Dr. Andrew Parsons: I would say travel, and you could go just about anywhere, but travel to—I think two requirements to travel. Number one is it should be outside of your comfort zone. If you just travel to somewhere else in your state that doesn’t do it right.

Aaron Shaver: Right.

Dr. Andrew Parsons: Outside your comfort zone a little bit. And to someplace in there—

Aaron Shaver: Okay but give us the place. Give a specific—

Dr. Andrew Parsons: So my place, probably my favorite place of the places I’ve been was I’m going to say Munich, actually.

Aaron Shaver: Munich?

Dr. Andrew Parsons: Yeah.

Aaron Shaver: I get it. What’s the experience in Munich? You just tour? The food—

Dr. Andrew Parsons: The tour and the food, the people it was different and similar all at the same time and just some of the people we met. It was a long trip. Munich was just part of it. I can still remember the guy at the laundry mat yelling at us because we wanted to wash our clothes in cold water and he yelled that cold wasn’t clean. If we want to use cold water, we had to go down to the river and then he just punched a button on the machine and started it. And we’re like, what the heck just happened?

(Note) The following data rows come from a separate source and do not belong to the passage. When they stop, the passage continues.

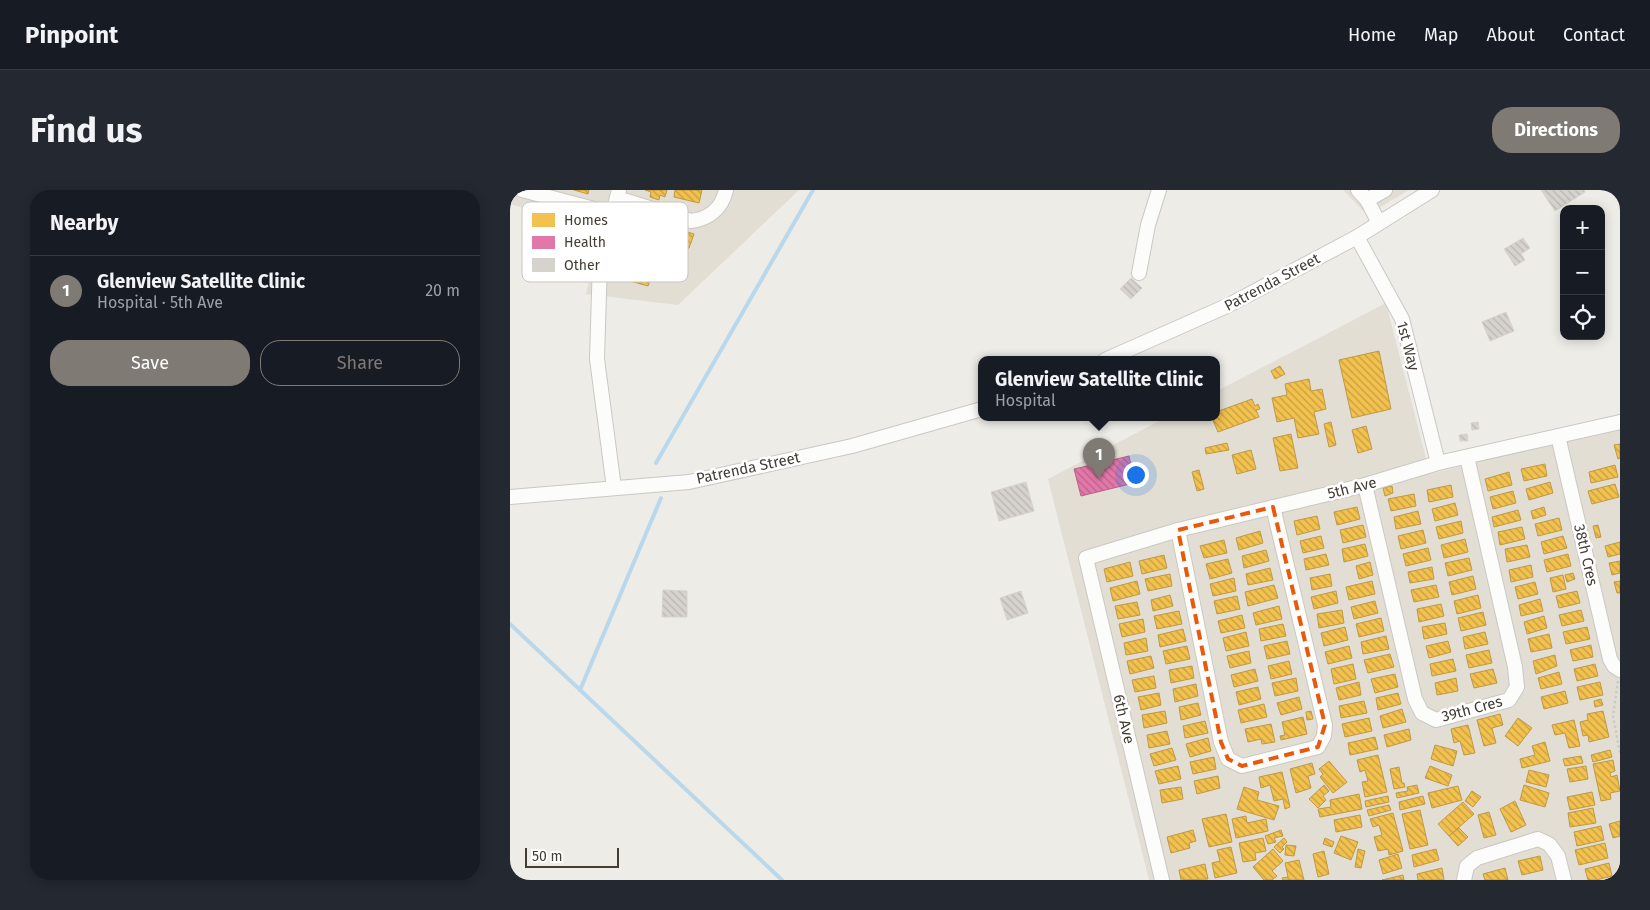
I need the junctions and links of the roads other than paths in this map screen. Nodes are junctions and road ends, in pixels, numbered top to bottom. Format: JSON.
{"nodes":[{"id":1,"x":522,"y":190,"type":"edge"},
{"id":2,"x":726,"y":190,"type":"edge"},
{"id":3,"x":1159,"y":190,"type":"edge"},
{"id":4,"x":1385,"y":190,"type":"edge"},
{"id":5,"x":1432,"y":190,"type":"edge"},
{"id":6,"x":618,"y":194,"type":"edge"},
{"id":7,"x":1363,"y":195,"type":"edge"},
{"id":8,"x":568,"y":202,"type":"edge"},
{"id":9,"x":640,"y":202,"type":"edge"},
{"id":10,"x":688,"y":220,"type":"edge"},
{"id":11,"x":1379,"y":223,"type":"junction"},
{"id":12,"x":1357,"y":236,"type":"junction"},
{"id":13,"x":1139,"y":273,"type":"dead end"},
{"id":14,"x":599,"y":282,"type":"edge"},
{"id":15,"x":1113,"y":356,"type":"edge"},
{"id":16,"x":978,"y":410,"type":"edge"},
{"id":17,"x":1620,"y":422,"type":"edge"},
{"id":18,"x":1558,"y":436,"type":"junction"},
{"id":19,"x":1467,"y":457,"type":"junction"},
{"id":20,"x":1438,"y":463,"type":"junction"},
{"id":21,"x":1365,"y":485,"type":"junction"},
{"id":22,"x":614,"y":488,"type":"junction"},
{"id":23,"x":510,"y":497,"type":"edge"},
{"id":24,"x":1273,"y":507,"type":"junction"},
{"id":25,"x":1178,"y":530,"type":"junction"},
{"id":26,"x":1086,"y":558,"type":"joint"},
{"id":27,"x":1620,"y":670,"type":"edge"},
{"id":28,"x":1162,"y":880,"type":"edge"},
{"id":29,"x":1464,"y":880,"type":"edge"},
{"id":30,"x":1564,"y":880,"type":"edge"}],
"edges":[{"from":1,"to":8,"type":"street"},
{"from":2,"to":10,"type":"street"},
{"from":3,"to":13,"type":"street"},
{"from":4,"to":7,"type":"street"},
{"from":5,"to":11,"type":"street","name":"Patrenda Street"},
{"from":6,"to":9,"type":"street"},
{"from":7,"to":11,"type":"street"},
{"from":11,"to":12,"type":"street","name":"Patrenda Street"},
{"from":12,"to":15,"type":"street","name":"Patrenda Street"},
{"from":12,"to":20,"type":"street","name":"1st Way"},
{"from":14,"to":22,"type":"street"},
{"from":16,"to":22,"type":"street","name":"Patrenda Street"},
{"from":17,"to":18,"type":"street","name":"5th Ave"},
{"from":18,"to":19,"type":"street","name":"5th Ave"},
{"from":18,"to":27,"type":"street","name":"38th Cres"},
{"from":19,"to":20,"type":"street","name":"5th Ave"},
{"from":19,"to":21,"type":"street","name":"39th Cres"},
{"from":20,"to":21,"type":"street","name":"5th Ave"},
{"from":21,"to":24,"type":"street","name":"5th Ave"},
{"from":22,"to":23,"type":"street","name":"Patrenda Street"},
{"from":24,"to":25,"type":"street","name":"5th Ave"},
{"from":24,"to":25,"type":"street"},
{"from":25,"to":26,"type":"street","name":"5th Ave"},
{"from":26,"to":28,"type":"street","name":"6th Ave"},
{"from":29,"to":30,"type":"street"}]}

Aaron Shaver: So getting exposure to a different culture.

Dr. Andrew Parsons: Yeah it was a different culture and it was fun. That was the good part about it.

Aaron Shaver: Good. All right. Last question. What’s your favorite game?

Dr. Andrew Parsons: Favorite game? Board game, right?

Aaron Shaver: I don’t know. Can we choose video game? We got a video gamer here. He’s a big gamer. What’s the, so what’s the game?

Dr. Andrew Parsons: Alright.

Aaron Shaver: All bets are off. Could be solitaire on your phone.

Dr. Andrew Parsons: I mean, yeah. All time favorite. Q*bert.

Aaron Shaver: Q*bert?

Dr. Andrew Parsons: Q*bert.

Aaron Shaver: Okay. Like on a classic console?

Dr. Andrew Parsons: Yeah. Like on the way back. That was probably the first video game that I really remember playing. And my brother used to beat me at it cause he was an older and I get angry, so I practiced it.

Aaron Shaver: Okay.

Dr. Andrew Parsons: Until I could crush him every time. It was great.

Aaron Shaver: Okay. All right. I think I have to answer this question too. My favorite game is monopoly. I have never been defeated in monopoly in my life. It often ends in tears.

Dr. Andrew Parsons: Always ends in tears.

Aaron Shaver: Always ends in tears, generally ends in me taking possession of real world items because people run out of money to pay for the hotels. I’m happy to challenge either of you to a game or anyone who’s listening. If you want to try your hand at monopoly, just bring it. Come at me. So—

Dr. Andrew Parsons: I’m good.

Aaron Shaver: You’re good. All right. So that’s it. Well, thanks for coming on our podcast. It’s always fun to talk to you and learn a little bit more about you. I thought I knew a lot about you. The zoology thing really tripped me up.

Dr. Andrew Parsons: Thanks for having me.